The kinetic energy of electron and proton is ${10}^{-32}$ J. Then the relation between their de-Broglie wavelengths is

(1) ${\mathrm{\lambda }}_{\mathrm{p}}<{\mathrm{\lambda }}_{\mathrm{e}}$                 

(2) ${\mathrm{\lambda }}_{\mathrm{p}}>{\mathrm{\lambda }}_{\mathrm{e}}$

(3) ${\mathrm{\lambda }}_{\mathrm{p}}={\mathrm{\lambda }}_{\mathrm{e}}$                 

(4) ${\mathrm{\lambda }}_{\mathrm{p}}=2{\mathrm{\lambda }}_{\mathrm{e}}$

The de-Broglie wavelength of a particle accelerated with 150 volt potential is ${10}^{-10}$ m. If it is accelerated by 600 volts p.d., its wavelength will be
(1) 0.25 Å                 

(2) 0.5 Å

(3) 1.5 Å                   

(4) 2 Å

The de-Broglie wavelength associated with a hydrogen molecule moving with a thermal velocity of 3 km/s will be
(1) 1 Å                     

(2) 0.66 Å

(3) 6.6 Å                 

(4) 66 Å

When the momentum of a proton is changed by an amount ${\mathrm{P}}_0$, the corresponding change in the de-Broglie wavelength is found to be 0.25%. Then, the original momentum of the proton was 
(a) ${\mathrm{P}}_0$                   (b) 100  ${\mathrm{P}}_0$
(c) 400 ${\mathrm{P}}_0$             (d) 4 ${\mathrm{P}}_0$

The de-Broglie wavelength of a neutron at 27 $°\mathrm{C}$ is $\mathrm{\lambda }$. What will be its wavelength at 927 $°\mathrm{C}$
(a) $\mathrm{\lambda }$ / 2                        (b) $\mathrm{\lambda }$ / 3
(c) $\mathrm{\lambda }$ / 4                        (d) $\mathrm{\lambda }$ / 9

An electron and proton have the same de-Broglie wavelength.
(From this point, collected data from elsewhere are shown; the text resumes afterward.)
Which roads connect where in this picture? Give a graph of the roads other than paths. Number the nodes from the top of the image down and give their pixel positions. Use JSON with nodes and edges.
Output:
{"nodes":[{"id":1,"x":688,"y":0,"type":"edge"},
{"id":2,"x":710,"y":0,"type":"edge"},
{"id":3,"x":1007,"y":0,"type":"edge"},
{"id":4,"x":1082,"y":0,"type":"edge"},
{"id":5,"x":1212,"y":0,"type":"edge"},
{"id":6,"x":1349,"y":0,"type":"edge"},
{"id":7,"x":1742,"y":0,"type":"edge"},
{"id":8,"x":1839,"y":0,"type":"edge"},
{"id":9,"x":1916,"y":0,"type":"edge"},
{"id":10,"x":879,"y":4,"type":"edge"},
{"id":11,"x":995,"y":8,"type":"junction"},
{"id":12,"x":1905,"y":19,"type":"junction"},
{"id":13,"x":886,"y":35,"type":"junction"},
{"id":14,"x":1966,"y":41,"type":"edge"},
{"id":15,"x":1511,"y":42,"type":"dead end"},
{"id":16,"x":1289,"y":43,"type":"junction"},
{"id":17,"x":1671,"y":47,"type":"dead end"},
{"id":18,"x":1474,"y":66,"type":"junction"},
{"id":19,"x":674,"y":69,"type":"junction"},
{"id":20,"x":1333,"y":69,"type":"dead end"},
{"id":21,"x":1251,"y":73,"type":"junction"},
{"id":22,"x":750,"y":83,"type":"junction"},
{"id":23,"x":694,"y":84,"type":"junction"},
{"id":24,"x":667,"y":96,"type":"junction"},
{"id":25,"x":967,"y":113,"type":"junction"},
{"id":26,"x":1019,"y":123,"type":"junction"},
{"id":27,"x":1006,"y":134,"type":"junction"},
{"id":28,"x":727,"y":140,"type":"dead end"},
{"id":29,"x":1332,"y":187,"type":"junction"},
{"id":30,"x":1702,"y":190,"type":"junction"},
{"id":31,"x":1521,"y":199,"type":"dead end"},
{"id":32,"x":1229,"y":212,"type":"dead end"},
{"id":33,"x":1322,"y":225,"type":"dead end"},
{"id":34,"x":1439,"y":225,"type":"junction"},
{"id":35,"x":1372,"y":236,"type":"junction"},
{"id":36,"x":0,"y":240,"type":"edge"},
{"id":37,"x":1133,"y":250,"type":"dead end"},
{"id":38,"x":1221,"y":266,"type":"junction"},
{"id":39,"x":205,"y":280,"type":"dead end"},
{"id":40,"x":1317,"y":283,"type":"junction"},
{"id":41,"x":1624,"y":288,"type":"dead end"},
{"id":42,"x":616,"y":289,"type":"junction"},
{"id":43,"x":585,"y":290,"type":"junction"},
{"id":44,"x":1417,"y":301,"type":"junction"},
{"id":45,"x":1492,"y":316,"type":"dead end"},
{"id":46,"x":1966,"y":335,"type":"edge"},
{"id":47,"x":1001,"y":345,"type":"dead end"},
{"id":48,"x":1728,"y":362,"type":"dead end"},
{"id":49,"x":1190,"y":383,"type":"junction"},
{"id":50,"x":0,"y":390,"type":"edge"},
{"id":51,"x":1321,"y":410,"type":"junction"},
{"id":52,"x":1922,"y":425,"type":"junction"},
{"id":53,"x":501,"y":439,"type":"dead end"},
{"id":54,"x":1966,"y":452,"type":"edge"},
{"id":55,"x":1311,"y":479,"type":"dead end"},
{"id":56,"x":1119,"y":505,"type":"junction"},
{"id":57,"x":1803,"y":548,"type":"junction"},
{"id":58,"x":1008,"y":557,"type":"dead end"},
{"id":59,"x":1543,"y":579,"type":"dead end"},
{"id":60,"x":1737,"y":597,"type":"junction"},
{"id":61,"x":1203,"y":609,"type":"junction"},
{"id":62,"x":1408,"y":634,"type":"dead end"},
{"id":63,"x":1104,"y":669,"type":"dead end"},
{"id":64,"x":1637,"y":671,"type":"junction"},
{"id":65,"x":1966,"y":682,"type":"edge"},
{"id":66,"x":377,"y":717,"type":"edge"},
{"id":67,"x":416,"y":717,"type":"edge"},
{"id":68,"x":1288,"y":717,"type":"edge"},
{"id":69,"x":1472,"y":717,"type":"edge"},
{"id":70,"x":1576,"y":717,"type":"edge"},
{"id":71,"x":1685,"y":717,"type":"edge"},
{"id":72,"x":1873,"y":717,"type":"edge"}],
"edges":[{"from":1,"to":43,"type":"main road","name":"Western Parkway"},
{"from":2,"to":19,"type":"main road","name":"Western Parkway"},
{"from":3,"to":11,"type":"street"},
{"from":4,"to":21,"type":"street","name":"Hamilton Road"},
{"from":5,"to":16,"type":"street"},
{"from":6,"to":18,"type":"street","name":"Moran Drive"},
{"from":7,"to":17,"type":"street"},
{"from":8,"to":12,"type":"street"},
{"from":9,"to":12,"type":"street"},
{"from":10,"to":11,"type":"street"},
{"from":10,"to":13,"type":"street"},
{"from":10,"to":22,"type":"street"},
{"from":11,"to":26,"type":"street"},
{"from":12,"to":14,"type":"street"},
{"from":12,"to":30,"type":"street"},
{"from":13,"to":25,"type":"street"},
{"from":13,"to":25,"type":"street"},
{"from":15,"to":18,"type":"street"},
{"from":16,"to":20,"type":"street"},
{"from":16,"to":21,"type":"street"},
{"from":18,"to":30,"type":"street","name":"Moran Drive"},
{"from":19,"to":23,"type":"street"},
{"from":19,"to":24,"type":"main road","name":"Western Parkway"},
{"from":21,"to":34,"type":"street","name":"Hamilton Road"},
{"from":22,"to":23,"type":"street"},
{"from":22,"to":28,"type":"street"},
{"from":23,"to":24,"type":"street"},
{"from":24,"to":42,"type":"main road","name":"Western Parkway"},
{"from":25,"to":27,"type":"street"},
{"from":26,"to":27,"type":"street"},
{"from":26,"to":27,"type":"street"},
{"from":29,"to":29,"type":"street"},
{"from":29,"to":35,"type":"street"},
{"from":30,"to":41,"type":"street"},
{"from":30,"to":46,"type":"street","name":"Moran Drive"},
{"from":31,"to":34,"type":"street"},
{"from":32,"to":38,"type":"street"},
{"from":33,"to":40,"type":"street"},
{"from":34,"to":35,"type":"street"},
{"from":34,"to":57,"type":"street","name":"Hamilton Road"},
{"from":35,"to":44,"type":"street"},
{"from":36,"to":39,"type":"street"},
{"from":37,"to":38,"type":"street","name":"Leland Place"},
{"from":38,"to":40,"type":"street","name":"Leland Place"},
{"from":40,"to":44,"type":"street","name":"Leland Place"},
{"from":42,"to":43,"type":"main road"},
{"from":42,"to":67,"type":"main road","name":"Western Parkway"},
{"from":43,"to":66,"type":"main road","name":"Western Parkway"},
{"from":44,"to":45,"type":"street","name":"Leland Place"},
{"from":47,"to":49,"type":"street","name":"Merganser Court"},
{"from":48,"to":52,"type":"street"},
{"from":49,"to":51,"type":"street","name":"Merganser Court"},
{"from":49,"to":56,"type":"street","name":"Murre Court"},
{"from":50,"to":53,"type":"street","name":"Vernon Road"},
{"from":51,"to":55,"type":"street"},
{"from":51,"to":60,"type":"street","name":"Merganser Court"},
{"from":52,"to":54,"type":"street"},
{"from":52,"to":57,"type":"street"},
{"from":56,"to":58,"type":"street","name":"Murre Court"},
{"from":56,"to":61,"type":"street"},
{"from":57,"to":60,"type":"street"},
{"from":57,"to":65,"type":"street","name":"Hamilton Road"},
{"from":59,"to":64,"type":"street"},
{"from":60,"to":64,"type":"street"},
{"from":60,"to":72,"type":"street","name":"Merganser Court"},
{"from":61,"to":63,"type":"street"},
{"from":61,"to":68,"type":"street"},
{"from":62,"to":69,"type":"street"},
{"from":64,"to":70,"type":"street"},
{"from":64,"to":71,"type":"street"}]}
Then the kinetic energy of the electron is

(1) Zero

(2) Infinity

(3) Equal to the kinetic energy of the proton

(4) Greater than the kinetic energy of the proton

For the moving ball of cricket, the correct statement about de-Broglie wavelength is:
1. It is not applicable for such big particle
2. \(\frac{h}{\sqrt{2mE}}\)
3. \(\sqrt{\frac{h}{2mE}}\)
4. \(\frac{h}{2mE}\)

The kinetic energy of an electron with de-Broglie wavelength of 0.3 nanometer is 
(1) 0.168 eV           

(2) 16.8 eV

(3) 1.68 eV             

(4) 2.5 eV

The wavelength of de-Broglie wave is 2$\mathrm{\mu }$m, then its momentum is (h = $6.63\times {10}^{-34}$ J-s) 
(a) $3.315\times {10}^{-28}$ kg-m/s            (b) $1.66\times {10}^{-28}$ kg-m/s
(c) $4.97\times {10}^{-28}$ kg-m/s              (d) $9.9\times {10}^{-28}$ kg-m/s

If the kinetic energy of a free electron doubles, its de-Broglie wavelength changes by the factor 
(1) $\frac{1}{\sqrt{2}}$             

(2) $\sqrt{2}$

(3) $\frac{1}{2}$                

(4) 2